Data for review:
= = = =

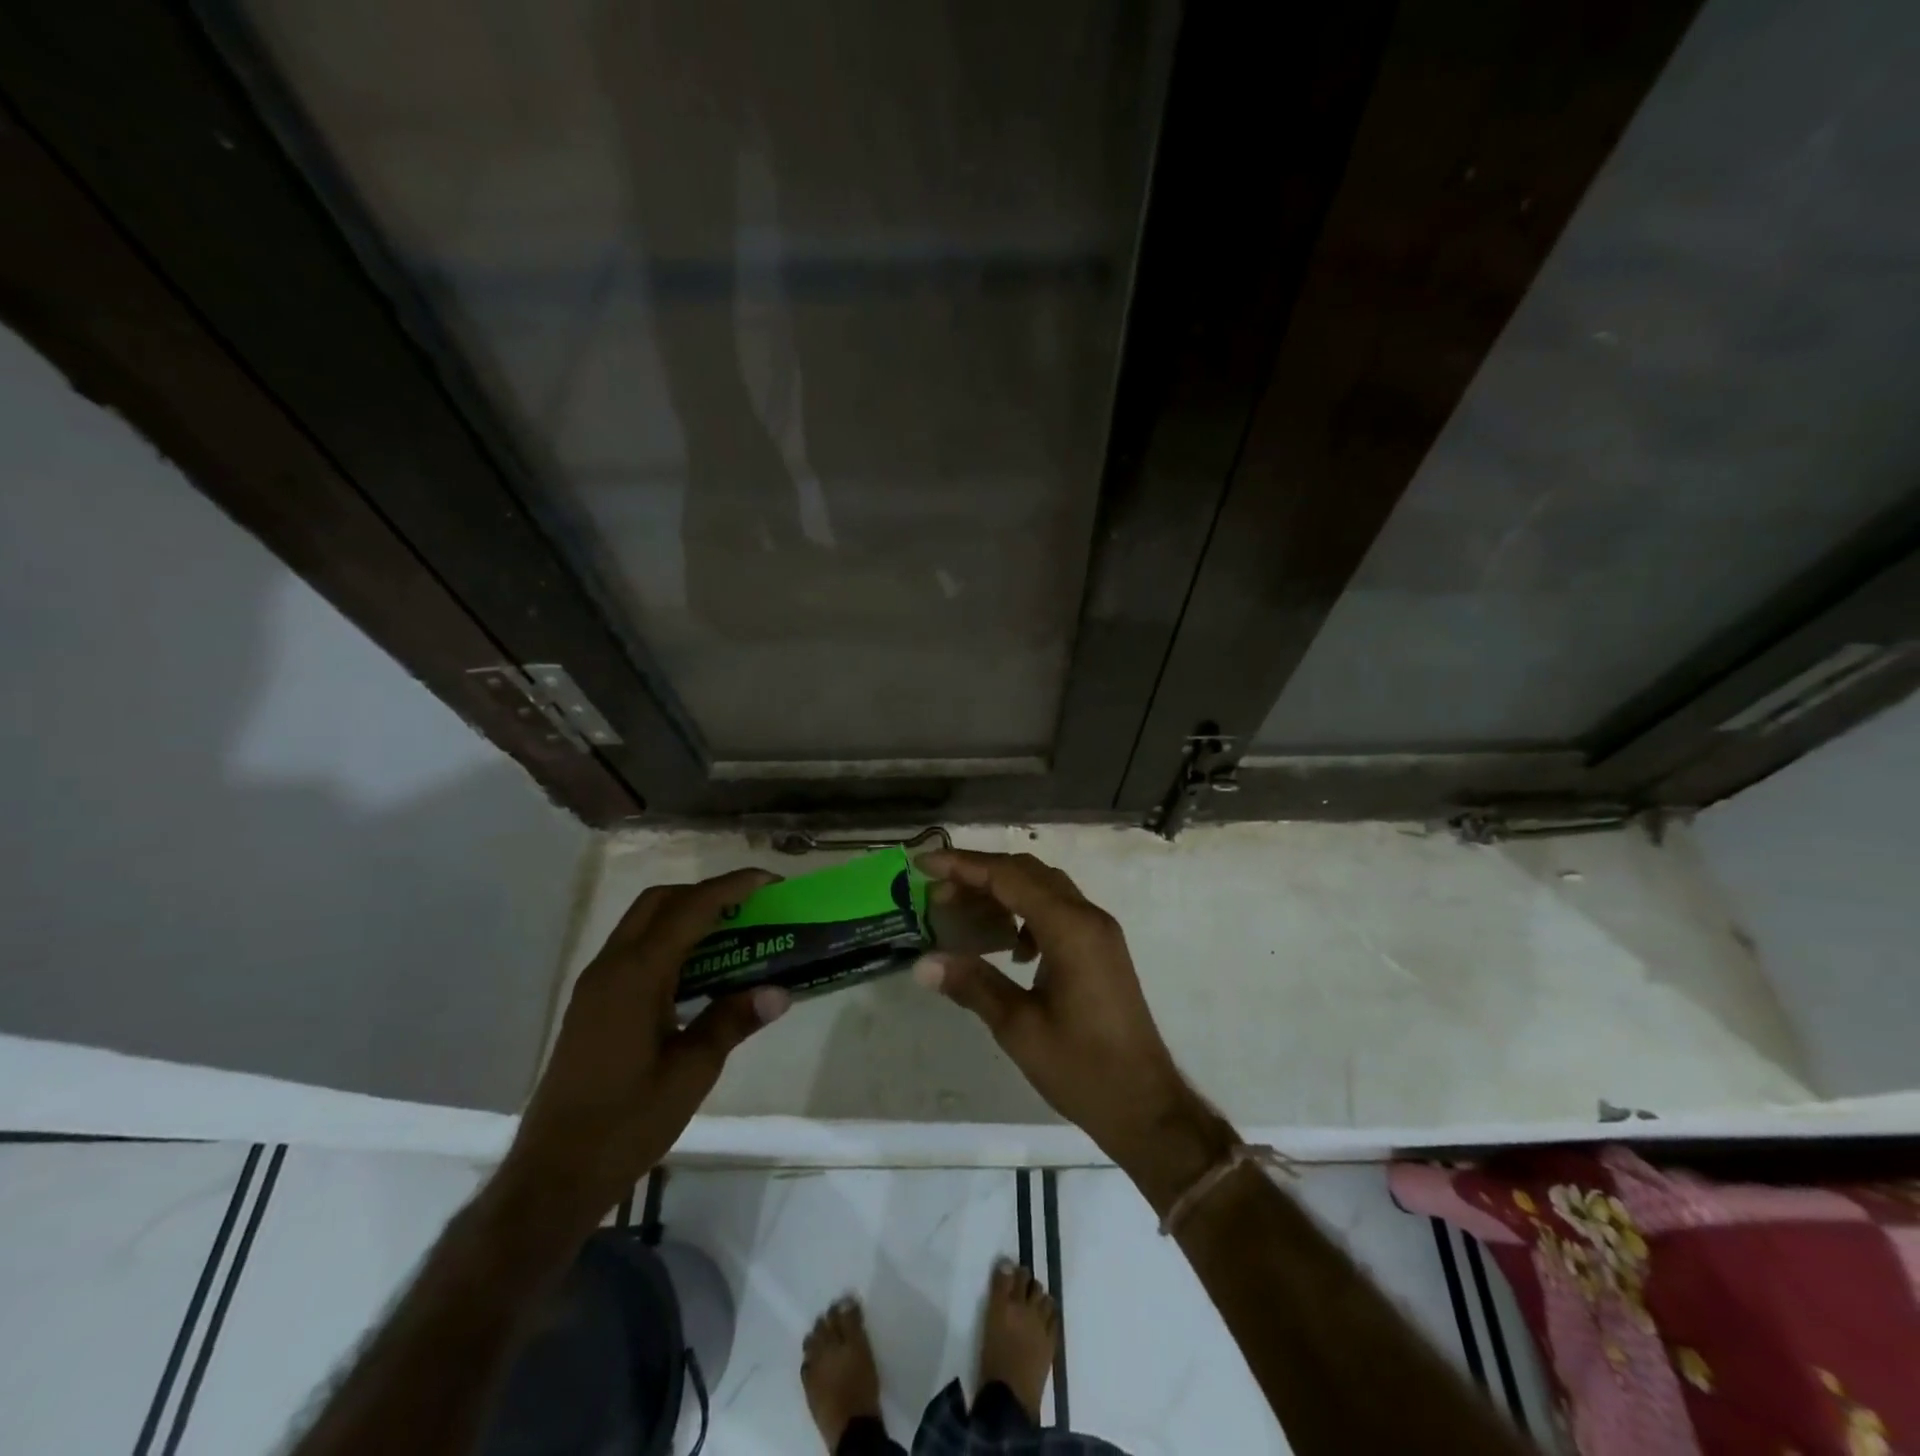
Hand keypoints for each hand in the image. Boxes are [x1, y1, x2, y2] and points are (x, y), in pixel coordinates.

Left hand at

= = = =

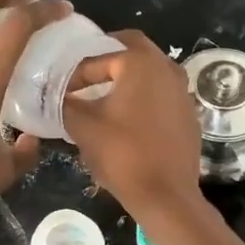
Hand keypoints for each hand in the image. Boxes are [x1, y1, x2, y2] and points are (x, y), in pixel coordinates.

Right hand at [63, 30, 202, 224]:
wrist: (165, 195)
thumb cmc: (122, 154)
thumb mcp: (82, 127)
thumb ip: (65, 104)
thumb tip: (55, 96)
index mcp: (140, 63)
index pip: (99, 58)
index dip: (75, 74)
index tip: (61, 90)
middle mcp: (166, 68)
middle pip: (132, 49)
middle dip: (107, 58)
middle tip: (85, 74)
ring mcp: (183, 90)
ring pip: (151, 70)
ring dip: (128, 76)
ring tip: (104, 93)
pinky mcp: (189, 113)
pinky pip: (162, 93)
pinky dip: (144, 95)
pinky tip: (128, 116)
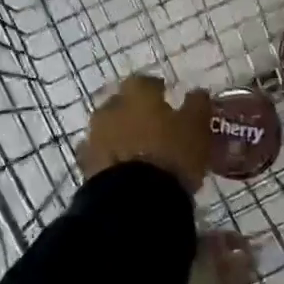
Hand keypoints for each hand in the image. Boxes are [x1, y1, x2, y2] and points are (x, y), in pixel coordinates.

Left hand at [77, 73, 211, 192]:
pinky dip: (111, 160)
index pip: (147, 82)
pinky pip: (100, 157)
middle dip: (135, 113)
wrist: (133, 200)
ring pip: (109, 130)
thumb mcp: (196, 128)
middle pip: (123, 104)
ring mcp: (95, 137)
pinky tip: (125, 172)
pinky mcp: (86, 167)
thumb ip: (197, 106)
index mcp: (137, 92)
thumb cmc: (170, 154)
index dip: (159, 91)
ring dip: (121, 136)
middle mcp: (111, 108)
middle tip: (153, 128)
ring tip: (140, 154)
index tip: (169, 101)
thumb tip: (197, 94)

= = = =

Work instructions: Say how many lines in the data above contain the string "index", and give no other output.

Written answer: 8